If that’s true, then among the Primordials…
“Right,” Dis’s eyes under the hood seemed to read me, twin embers. “Among the Primordials, the ones who can move freely, use authority with purpose, lower their rank to touch the mortal world are: Element, the Twin Gods of Strength, Lif, and lastly…”
“…Head, that one.”
“Right. Their concepts are flexible. Even if they tweak their domains, the mortal world doesn’t lurch. And Head… he’s too clever. He placed himself in a ‘Wisdom’ that won’t rock the world, and won’t drop his rank too low.” A knife dancing on a hair’s breadth.
“By your logic, that’s suspicious. Why did Andreas fight all the Primordials days before Doomsday? You weren’t supposed to enter the field…” Drums before a storm.
Dis seemed to freeze for a beat. I felt I’d said the wrong thing—maybe he hadn’t seen that far, like a crack running through ice.
Fools go with the current, the wise wait for their moment, and those who see through everything stay silent—river, hawk, mountain.

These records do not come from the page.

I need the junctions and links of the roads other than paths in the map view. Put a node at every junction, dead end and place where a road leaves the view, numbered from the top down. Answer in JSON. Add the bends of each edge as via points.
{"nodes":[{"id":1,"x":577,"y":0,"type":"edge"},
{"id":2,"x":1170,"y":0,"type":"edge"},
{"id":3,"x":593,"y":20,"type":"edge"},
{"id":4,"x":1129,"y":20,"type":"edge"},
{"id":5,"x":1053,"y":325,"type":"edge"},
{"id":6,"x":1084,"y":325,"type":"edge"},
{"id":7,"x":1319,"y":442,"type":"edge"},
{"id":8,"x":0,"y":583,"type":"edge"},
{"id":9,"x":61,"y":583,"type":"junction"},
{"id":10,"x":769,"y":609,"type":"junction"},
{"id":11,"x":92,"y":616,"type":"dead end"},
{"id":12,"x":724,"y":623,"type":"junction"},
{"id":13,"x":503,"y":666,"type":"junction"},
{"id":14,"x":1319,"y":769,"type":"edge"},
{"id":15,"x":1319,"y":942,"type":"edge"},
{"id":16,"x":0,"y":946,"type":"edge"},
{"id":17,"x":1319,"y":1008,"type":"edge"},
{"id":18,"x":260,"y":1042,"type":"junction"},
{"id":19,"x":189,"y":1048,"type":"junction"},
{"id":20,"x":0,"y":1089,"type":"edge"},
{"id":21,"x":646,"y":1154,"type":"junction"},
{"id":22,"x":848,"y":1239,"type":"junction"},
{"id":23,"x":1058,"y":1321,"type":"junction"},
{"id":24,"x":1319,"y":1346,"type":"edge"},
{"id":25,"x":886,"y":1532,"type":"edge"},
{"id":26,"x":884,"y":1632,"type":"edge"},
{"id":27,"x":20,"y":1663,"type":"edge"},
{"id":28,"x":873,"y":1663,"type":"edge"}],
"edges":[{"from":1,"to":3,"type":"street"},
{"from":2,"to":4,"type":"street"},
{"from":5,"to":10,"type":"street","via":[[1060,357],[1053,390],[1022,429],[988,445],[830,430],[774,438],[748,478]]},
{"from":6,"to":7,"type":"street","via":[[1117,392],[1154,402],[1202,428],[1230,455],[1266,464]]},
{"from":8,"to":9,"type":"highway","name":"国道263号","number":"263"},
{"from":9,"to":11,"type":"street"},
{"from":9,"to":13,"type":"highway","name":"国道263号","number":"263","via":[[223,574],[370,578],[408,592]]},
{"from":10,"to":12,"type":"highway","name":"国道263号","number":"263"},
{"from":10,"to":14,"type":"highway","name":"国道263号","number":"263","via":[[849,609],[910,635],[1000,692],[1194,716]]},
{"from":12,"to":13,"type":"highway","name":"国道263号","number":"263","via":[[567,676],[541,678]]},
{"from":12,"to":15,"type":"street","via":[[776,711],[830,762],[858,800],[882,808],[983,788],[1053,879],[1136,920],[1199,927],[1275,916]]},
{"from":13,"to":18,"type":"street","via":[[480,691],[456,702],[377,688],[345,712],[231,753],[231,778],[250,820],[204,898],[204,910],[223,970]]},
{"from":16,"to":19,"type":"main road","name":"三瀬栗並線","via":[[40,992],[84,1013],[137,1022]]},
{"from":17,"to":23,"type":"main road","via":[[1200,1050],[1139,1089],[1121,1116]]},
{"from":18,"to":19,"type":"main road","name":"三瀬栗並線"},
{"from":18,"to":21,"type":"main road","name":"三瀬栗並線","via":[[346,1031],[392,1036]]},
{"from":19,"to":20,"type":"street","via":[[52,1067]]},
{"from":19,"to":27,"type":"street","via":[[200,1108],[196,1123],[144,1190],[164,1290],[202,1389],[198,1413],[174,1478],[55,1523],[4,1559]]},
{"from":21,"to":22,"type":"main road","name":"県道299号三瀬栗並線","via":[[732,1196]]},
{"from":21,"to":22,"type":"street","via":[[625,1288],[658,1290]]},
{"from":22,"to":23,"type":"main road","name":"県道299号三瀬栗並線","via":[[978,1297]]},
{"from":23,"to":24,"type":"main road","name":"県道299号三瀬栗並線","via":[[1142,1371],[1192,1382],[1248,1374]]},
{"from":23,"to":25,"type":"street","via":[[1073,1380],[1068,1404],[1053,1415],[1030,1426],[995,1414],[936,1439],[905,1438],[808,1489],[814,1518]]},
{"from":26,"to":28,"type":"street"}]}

Dis says nothing, does nothing, keeping Death’s purity and grandeur. He watches the world with a noble stillness; that’s why his rank is high and his sight far. But he’s not Head; he isn’t all-knowing, all-powerful, like a lighthouse that doesn’t move.
“Ha, don’t mind it. I’m only surprised my end turned out like that… So Head arranged it so. Fine… I’d felt it coming. The finale was downright dramatic, full of epic flavor. Good, good.” The curtain fell, and the echo lingered.
“Hey, you…”
Now, let’s get to business. Dis finished laughing, cut me off with a firmer tone, and said this, like an oar thumping the hull.